St.トマス労働雇用相は、2006年1月10日、ラジオ局のインタビューで、コールセンター産業における雇用の拡大が充分に期待されながらも、英語力の低下を原因とする人材不足が顕在化しているとし、優秀な人材の育成の課題を指摘した。

同相によれば、コールセンター産業の規模は、2000年の2400万米ドルから2005年には10億米ドルにまで拡大した。雇用者数も2005年にはおよそ11万2000人にまで増加。2400人にすぎなかった2000年と比較すると、飛躍的な伸びであることがわかる。海外からのアウトソーシング需要はますます伸びており、政府は、2010年までに国内コールセンター産業を100億米ドルにまで拡大する方針を示している。これは、世界市場のおよそ5%にあたるとされる。

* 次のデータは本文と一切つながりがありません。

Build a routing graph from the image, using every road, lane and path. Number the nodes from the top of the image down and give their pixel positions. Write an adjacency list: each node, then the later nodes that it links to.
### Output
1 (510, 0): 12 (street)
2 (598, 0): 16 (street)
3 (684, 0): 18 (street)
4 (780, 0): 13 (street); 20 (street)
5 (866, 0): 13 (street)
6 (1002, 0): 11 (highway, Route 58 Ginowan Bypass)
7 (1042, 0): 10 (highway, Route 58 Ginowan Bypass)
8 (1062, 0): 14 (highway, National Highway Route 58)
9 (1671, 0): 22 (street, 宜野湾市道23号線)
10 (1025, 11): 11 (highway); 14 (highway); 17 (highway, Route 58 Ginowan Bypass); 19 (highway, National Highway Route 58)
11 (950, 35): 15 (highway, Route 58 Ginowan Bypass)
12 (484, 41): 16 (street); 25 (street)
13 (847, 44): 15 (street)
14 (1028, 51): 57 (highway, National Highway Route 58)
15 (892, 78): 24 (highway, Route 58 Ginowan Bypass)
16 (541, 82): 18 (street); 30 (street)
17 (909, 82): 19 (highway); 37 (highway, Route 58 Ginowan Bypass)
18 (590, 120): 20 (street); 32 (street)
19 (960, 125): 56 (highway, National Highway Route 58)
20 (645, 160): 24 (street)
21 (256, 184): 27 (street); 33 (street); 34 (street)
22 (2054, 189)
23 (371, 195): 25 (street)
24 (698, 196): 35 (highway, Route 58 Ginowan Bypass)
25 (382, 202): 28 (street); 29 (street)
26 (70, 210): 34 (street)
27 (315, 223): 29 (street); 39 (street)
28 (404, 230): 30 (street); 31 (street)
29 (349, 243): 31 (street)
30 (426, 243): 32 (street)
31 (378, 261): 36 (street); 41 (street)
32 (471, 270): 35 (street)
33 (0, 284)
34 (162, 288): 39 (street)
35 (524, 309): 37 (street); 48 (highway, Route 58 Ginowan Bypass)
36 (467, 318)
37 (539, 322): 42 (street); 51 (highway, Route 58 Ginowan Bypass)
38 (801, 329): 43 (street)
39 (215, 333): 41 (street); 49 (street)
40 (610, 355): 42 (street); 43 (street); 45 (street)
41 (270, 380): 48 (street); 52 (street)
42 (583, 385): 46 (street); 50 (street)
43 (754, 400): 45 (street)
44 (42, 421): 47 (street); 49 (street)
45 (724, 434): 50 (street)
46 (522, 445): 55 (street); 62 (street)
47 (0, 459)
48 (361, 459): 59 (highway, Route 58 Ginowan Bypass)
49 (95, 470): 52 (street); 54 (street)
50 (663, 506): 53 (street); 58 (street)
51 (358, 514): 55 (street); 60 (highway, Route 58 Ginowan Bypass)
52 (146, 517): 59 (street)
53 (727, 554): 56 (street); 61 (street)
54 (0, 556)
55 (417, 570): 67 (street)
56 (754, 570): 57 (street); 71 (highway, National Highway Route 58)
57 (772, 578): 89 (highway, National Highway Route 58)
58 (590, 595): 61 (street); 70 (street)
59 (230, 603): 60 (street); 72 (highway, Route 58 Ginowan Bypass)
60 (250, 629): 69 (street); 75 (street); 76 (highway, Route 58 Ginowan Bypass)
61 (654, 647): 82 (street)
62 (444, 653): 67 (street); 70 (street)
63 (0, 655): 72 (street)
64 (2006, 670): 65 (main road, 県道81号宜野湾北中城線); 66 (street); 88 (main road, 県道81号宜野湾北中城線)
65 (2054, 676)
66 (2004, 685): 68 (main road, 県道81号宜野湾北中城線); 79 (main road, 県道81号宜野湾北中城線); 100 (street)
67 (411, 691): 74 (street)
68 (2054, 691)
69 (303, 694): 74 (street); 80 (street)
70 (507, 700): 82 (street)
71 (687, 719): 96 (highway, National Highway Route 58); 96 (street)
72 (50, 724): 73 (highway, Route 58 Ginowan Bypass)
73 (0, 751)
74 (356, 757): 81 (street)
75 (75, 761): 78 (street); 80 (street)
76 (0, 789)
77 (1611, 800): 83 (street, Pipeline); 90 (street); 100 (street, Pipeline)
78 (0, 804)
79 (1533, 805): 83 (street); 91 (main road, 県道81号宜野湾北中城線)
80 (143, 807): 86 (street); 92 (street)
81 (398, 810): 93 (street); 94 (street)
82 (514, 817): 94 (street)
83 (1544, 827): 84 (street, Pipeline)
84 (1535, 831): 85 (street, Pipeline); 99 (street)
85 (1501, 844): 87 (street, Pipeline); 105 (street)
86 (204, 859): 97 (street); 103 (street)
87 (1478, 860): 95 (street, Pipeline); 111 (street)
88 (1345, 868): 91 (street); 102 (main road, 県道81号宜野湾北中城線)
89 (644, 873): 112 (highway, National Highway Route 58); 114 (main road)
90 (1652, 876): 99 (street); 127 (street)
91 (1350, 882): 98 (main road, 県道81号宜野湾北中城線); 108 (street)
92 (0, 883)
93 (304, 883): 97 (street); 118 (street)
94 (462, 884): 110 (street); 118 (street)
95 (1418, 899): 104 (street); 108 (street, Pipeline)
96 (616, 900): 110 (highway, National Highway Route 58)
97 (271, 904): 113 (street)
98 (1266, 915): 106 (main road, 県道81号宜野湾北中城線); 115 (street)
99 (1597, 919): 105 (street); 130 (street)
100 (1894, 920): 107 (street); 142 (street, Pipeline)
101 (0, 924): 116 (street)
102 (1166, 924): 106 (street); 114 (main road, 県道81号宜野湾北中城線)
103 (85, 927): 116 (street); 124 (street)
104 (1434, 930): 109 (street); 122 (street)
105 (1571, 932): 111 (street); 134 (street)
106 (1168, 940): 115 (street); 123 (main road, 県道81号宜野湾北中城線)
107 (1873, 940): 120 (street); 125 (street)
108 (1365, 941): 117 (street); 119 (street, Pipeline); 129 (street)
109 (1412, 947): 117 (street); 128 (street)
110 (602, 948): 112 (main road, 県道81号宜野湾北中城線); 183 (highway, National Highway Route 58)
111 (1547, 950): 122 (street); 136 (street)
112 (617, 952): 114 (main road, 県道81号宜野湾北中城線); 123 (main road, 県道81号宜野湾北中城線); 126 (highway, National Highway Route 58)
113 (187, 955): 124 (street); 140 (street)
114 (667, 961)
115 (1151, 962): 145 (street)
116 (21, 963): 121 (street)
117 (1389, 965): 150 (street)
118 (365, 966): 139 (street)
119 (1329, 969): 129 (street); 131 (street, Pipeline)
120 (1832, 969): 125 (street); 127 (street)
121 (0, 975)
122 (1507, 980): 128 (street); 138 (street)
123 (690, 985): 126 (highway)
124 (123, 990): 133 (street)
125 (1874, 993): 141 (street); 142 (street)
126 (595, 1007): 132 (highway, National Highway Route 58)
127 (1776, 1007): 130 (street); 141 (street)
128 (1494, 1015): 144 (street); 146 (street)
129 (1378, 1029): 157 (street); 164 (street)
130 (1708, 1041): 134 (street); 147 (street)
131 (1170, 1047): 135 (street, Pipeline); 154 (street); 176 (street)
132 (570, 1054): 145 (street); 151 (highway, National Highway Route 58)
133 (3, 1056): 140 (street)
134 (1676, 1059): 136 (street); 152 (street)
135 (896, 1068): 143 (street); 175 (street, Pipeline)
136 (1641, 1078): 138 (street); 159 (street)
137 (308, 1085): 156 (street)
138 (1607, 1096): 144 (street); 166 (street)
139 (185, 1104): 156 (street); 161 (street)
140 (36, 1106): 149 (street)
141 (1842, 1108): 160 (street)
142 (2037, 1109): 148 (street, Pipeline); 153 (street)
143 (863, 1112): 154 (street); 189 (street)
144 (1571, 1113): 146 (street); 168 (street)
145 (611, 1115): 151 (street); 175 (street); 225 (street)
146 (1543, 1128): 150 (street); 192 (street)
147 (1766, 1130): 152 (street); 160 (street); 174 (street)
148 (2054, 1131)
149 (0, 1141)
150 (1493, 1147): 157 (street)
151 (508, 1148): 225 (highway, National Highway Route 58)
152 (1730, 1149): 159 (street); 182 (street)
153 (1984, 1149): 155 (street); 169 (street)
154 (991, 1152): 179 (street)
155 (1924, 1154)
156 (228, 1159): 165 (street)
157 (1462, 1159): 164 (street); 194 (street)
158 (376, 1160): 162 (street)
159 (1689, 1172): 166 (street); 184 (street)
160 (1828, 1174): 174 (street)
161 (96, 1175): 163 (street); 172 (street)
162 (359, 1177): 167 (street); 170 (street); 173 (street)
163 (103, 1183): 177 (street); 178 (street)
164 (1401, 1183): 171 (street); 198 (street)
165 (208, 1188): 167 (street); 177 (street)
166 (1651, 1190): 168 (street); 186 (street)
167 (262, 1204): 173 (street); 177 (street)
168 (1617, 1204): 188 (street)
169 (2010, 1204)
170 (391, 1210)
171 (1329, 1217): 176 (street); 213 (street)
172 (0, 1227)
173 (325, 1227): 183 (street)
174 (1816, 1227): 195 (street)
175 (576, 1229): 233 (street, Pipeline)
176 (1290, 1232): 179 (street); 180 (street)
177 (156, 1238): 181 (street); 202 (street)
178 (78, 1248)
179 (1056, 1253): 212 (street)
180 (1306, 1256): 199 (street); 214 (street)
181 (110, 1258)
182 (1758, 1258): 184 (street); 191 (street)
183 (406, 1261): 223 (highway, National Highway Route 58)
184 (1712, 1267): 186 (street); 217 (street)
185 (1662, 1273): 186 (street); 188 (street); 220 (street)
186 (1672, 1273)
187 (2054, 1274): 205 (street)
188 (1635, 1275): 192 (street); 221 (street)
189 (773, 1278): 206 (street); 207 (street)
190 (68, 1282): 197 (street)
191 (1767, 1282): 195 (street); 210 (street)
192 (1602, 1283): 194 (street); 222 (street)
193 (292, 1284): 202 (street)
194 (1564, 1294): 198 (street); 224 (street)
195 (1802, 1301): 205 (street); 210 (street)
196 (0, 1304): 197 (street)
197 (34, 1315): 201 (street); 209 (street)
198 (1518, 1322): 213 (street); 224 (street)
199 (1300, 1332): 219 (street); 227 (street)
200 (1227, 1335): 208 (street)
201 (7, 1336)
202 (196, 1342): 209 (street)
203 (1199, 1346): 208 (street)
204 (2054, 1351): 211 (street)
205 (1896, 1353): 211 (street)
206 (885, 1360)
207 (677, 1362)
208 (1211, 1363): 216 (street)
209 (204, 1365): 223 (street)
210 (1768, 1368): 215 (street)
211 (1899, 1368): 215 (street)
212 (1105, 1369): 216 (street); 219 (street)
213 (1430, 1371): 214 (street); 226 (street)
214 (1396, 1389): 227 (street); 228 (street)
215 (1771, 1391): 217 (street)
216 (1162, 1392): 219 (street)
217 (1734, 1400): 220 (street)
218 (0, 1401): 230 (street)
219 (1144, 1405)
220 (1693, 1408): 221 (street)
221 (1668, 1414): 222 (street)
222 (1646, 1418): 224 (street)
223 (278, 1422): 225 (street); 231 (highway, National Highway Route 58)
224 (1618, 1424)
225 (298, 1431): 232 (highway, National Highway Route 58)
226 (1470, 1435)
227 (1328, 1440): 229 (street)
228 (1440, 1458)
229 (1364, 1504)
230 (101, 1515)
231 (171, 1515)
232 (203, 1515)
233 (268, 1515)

こうした産業の拡大に伴い、雇用者数も引き続き大きく伸びるという期待がされながらも、現実には人材不足という問題が生じていることを、同相は明らかにした。その主要な原因のひとつは、フィリピン人の英語力の低下。企業の面接を受ける100人のうち、合格するのはたったの5人~10人。ほとんどの志願者が、英語力の低さから面接を通過できないのが現実という。

この問題の一部には、文化的な背景もあると同相は指摘している。フィリピン人は、英語の読み書きの能力は高い。しかし、会話においては、文法的な間違い等があってもそれを修正しない傾向があるという。しかしながら、こうした問題を解決し、優秀な人材を育成しなければ、コールセンター産業の持続的な成長は望めない。

同相は、英語の熟達したフィリピン人労働者の育成が大きな課題であるとし、教育機関はフィリピン人の英会話能力向上に努め、コールセンター産業の需要に応える人材の育成に向けて、各種政府機関間でミーティングを重ね、計画を練る必要がるあることを強調した。